— Вона она де, — уверенно сказала Дануха и пошла в том направлении.
Тут сорока чуть ли не взвизгнув, круто спикировала к земле и сделав уже несколько крутых дуг у самой травы, запрыгала по ней, прячась за куст. Дануха увидев это мгновенно остановилась и пригнулась, насторожившись и рукой показывая Данаве сделать тоже самое. Дануха знала Воровайку, как себя и эти вихляния у земли, говорили о том, что кто-то в неё целится и для сороки была реальная угроза.
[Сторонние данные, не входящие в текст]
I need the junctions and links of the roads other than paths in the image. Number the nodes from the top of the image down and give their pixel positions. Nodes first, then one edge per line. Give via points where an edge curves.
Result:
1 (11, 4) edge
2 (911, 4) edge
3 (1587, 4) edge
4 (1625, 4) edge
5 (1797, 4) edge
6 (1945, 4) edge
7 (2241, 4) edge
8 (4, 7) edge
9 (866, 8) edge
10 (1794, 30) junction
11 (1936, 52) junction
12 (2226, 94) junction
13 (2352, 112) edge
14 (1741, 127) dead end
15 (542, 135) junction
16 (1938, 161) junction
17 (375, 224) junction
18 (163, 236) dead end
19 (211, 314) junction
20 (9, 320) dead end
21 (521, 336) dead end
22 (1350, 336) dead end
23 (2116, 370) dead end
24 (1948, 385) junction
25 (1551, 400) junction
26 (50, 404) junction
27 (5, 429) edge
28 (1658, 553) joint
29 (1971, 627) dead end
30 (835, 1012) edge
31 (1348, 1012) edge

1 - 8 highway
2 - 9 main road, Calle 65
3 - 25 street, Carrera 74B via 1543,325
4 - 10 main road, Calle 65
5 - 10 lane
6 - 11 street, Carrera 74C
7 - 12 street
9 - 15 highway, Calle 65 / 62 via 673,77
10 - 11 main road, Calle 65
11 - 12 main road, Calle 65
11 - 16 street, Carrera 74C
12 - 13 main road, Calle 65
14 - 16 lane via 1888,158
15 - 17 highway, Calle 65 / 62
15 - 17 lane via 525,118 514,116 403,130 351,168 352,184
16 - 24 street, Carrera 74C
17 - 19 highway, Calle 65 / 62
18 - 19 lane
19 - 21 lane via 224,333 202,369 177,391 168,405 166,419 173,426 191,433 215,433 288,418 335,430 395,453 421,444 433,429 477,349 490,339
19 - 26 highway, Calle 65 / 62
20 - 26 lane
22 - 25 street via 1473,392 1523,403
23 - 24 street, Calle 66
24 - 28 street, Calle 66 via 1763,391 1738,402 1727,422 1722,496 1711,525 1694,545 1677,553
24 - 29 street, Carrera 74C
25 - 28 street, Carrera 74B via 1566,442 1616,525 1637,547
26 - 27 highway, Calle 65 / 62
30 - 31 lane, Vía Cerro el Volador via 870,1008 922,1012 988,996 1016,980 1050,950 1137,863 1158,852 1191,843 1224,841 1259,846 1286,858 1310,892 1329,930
— Эй, девк, а ну не балуй, — громко выкрикнула Дануха в сторону камышей и смягчив голос, понижая его до нормально-спокойного, добавила, — не нать мою Воровайку стрелять, она ж сорока не дика все ж, а ручна. Чай с птенца со мной выросла. Жалко будеть вековушке яё хоронить то.
После небольшой паузы камыш с треском и шмяканьем воды расступился и на берег, буквально выбежало совсем юное создание, вот только по виду пацан это был, а не девка. Короткая кожаная курточка на завязках, выделанная и сшитая очень умело и такие же кожаные, облегающие тонкие ноги штаны. Обуто оно было в короткие сапожки с узорами. На голове ничего не было, даже волос. Вернее, они были, но очень короткие. В руках у этого чуда был добротный и явно недетский лук с наложенной стрелой.
— Так это пацан, — удивился Данава, нисколько не испугавшись оружия в руках гостя.
— Ох и дурачина же ты братец, — весело подтрунила его Дануха, — она не боле пацан, чем некоторы. Ты ж у нас тож с виду вродя, аки мужик.
— Да ладно тебе, Данух, что ты в самом деле, — замялся сконфуженный и обиженный колдун.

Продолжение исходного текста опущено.